To be a disciple is primarily to live and to have our course corrected by the Lord, often in the voice of disciples who are a little ahead of us. Which means we need to be receptive to ‘feedback,’ and we need to realise that means we need to be ready to repent.
We’re all in favour, and we’re very happy to call a lot of things ‘discipleship’, but what is it?
Maybe it’s easier to start with what it isn’t. It’s not going and having a coffee with a more mature Christian—though that can be a very helpful thing to do. It’s not attending a course or an event—though courses and events can be great. It’s not growing your church or in-depth Bible study or a midweek group that meets in a home or having fun with other Christians or making younger Christians into copies of yourself.
All of the above can be good things in the right context, all of them are sometimes called discipleship, and not one of them is.
Apprentices
The word disciple just means learner. I do wonder if shifting away from the religious term would help us. ‘Apprentice’ is probably closer in our normal use to how the word ‘disciple’ would have been used in the New Testament. I like the way John Mark Comer talks about being apprenticed to Jesus as a metaphor for the Christian life, it’s a more holistic vision than when discipleship means meeting someone for coffee once every six months.
I’ve designed apprenticeship programmes for leading Universities and an award-winning global graduate programme for Rolls-Royce. I know how these things work.
When most people hear “apprenticeship,” or perhaps even “discipleship,” they imagine training courses. Which explains the way that lots of big churches approach the Christian life, “let’s run a course,” we imagine very quickly that the correct way to treat discipleship is to create the right programme. We proliferate our programmes to treat every area of life because what we think we need is skills.
This model then infects smaller churches as well because we use the courses produced by these big churches. None of this is wrong, but often rests on two faulty assumptions, one theological and one methodological. Firstly, we assume that what we need is skills, when we need character, but secondly we assume that this is how learning works.

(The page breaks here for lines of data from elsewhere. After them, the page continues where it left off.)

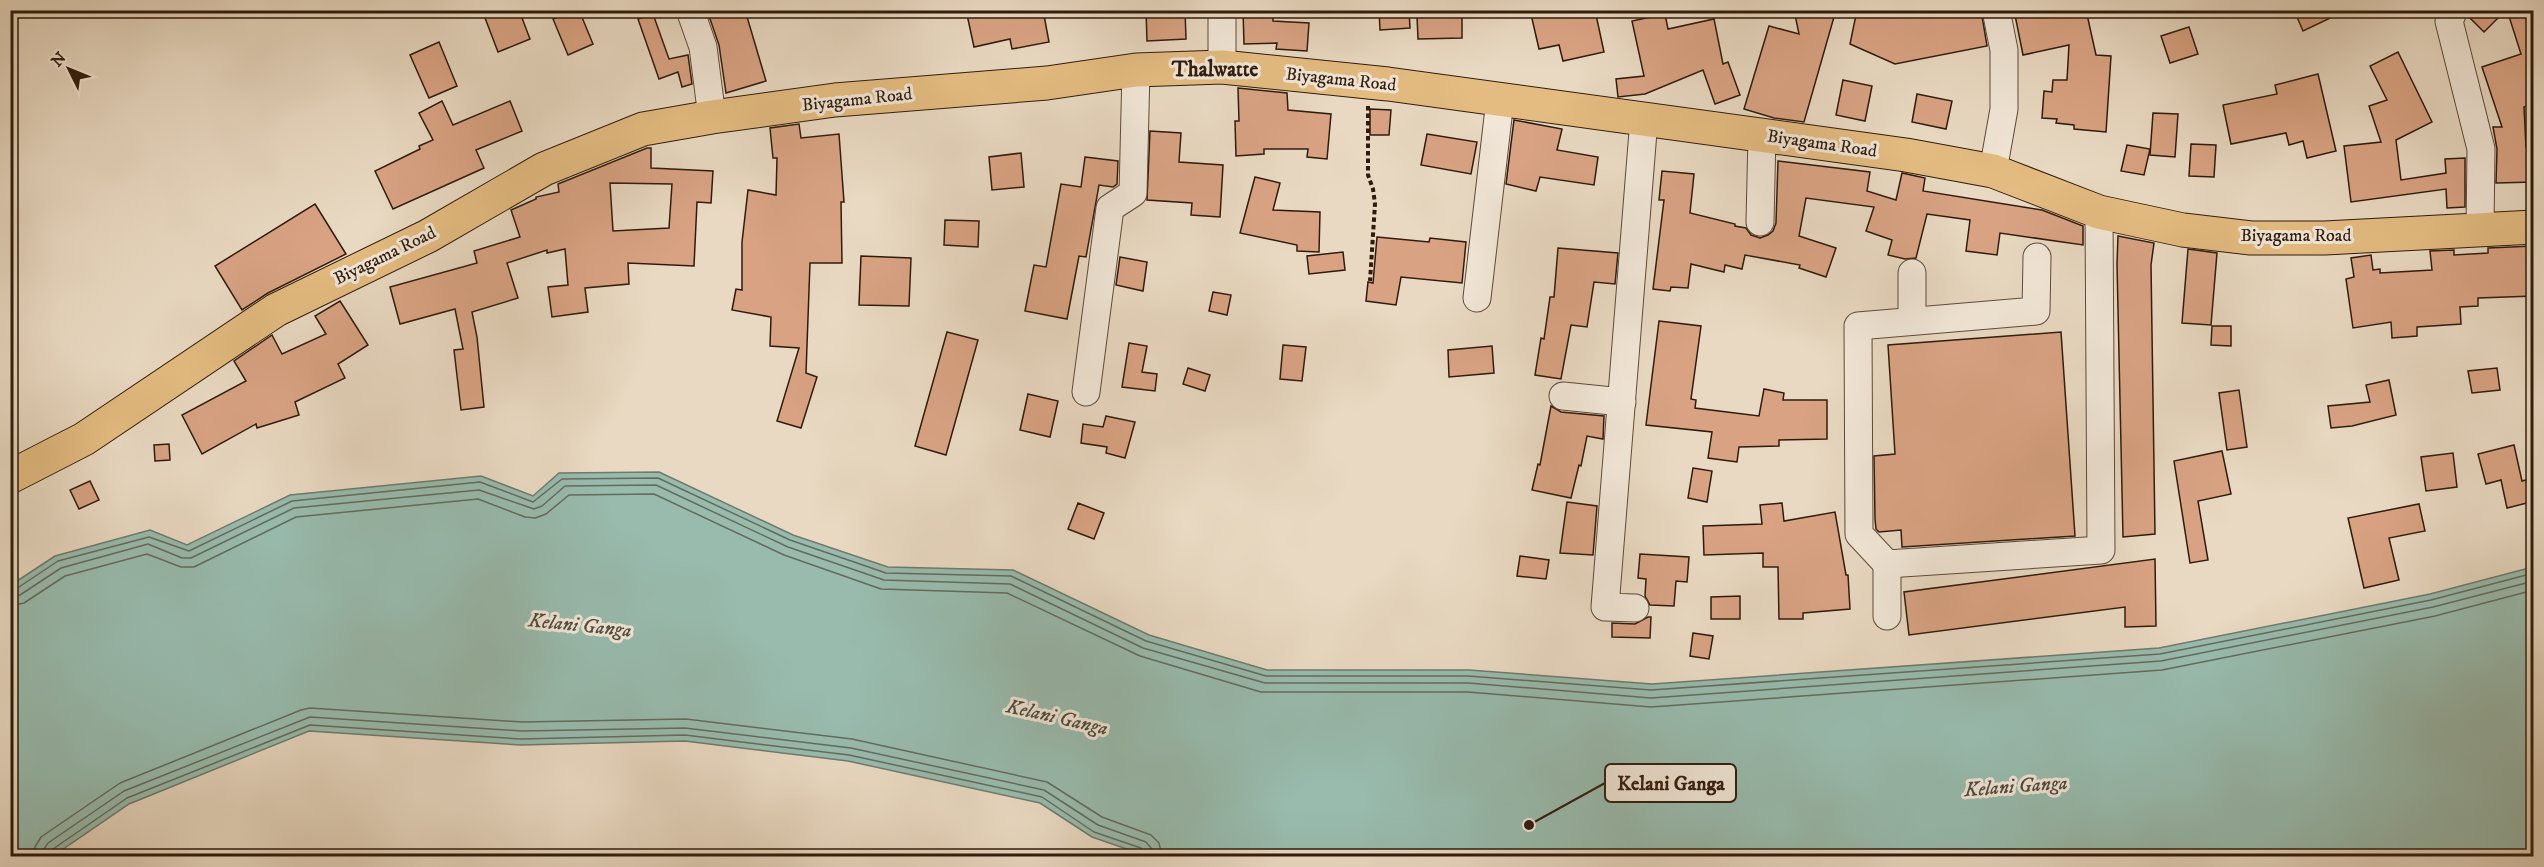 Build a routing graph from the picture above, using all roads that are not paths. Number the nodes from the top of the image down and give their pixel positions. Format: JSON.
{"nodes":[{"id":1,"x":690,"y":10,"type":"edge"},
{"id":2,"x":1222,"y":10,"type":"edge"},
{"id":3,"x":1996,"y":10,"type":"edge"},
{"id":4,"x":2454,"y":10,"type":"edge"},
{"id":5,"x":1222,"y":67,"type":"junction"},
{"id":6,"x":1136,"y":70,"type":"junction"},
{"id":7,"x":1500,"y":100,"type":"junction"},
{"id":8,"x":712,"y":117,"type":"junction"},
{"id":9,"x":1644,"y":119,"type":"junction"},
{"id":10,"x":1762,"y":135,"type":"junction"},
{"id":11,"x":1993,"y":171,"type":"junction"},
{"id":12,"x":2099,"y":212,"type":"junction"},
{"id":13,"x":1760,"y":222,"type":"dead end"},
{"id":14,"x":2534,"y":227,"type":"edge"},
{"id":15,"x":2481,"y":230,"type":"junction"},
{"id":16,"x":2037,"y":257,"type":"dead end"},
{"id":17,"x":1912,"y":273,"type":"dead end"},
{"id":18,"x":1477,"y":298,"type":"dead end"},
{"id":19,"x":1912,"y":321,"type":"junction"},
{"id":20,"x":1086,"y":392,"type":"dead end"},
{"id":21,"x":1563,"y":396,"type":"dead end"},
{"id":22,"x":1622,"y":402,"type":"junction"},
{"id":23,"x":10,"y":477,"type":"edge"},
{"id":24,"x":1887,"y":564,"type":"junction"},
{"id":25,"x":1635,"y":608,"type":"dead end"},
{"id":26,"x":1887,"y":616,"type":"dead end"}],
"edges":[{"from":1,"to":8,"type":"street"},
{"from":2,"to":5,"type":"street"},
{"from":3,"to":11,"type":"street"},
{"from":4,"to":15,"type":"street"},
{"from":5,"to":6,"type":"main road","name":"Biyagama Road"},
{"from":5,"to":7,"type":"main road","name":"Biyagama Road"},
{"from":6,"to":8,"type":"main road","name":"Biyagama Road"},
{"from":6,"to":20,"type":"street"},
{"from":7,"to":9,"type":"main road","name":"Biyagama Road"},
{"from":7,"to":18,"type":"street"},
{"from":8,"to":23,"type":"main road","name":"Biyagama Road"},
{"from":9,"to":10,"type":"main road","name":"Biyagama Road"},
{"from":9,"to":22,"type":"street"},
{"from":10,"to":11,"type":"main road","name":"Biyagama Road"},
{"from":10,"to":13,"type":"street"},
{"from":11,"to":12,"type":"main road","name":"Biyagama Road"},
{"from":12,"to":15,"type":"main road","name":"Biyagama Road"},
{"from":12,"to":24,"type":"street"},
{"from":14,"to":15,"type":"main road","name":"Biyagama Road"},
{"from":16,"to":19,"type":"street"},
{"from":17,"to":19,"type":"street"},
{"from":19,"to":24,"type":"street"},
{"from":21,"to":22,"type":"street"},
{"from":22,"to":25,"type":"street"},
{"from":24,"to":26,"type":"street"}]}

We think if we need to learn we should run a course. The training programmes I designed included very little by way of training courses. We worked to a learning model as a guide that suggested 10% of an apprentice’s learning would come from courses and that these would be specifically targeted at specific needs.
The vast majority of our learning comes from experience, with a sizeable chunk from feedback and reflection—our guide would have been 70% experience and 20% reflection and feedback.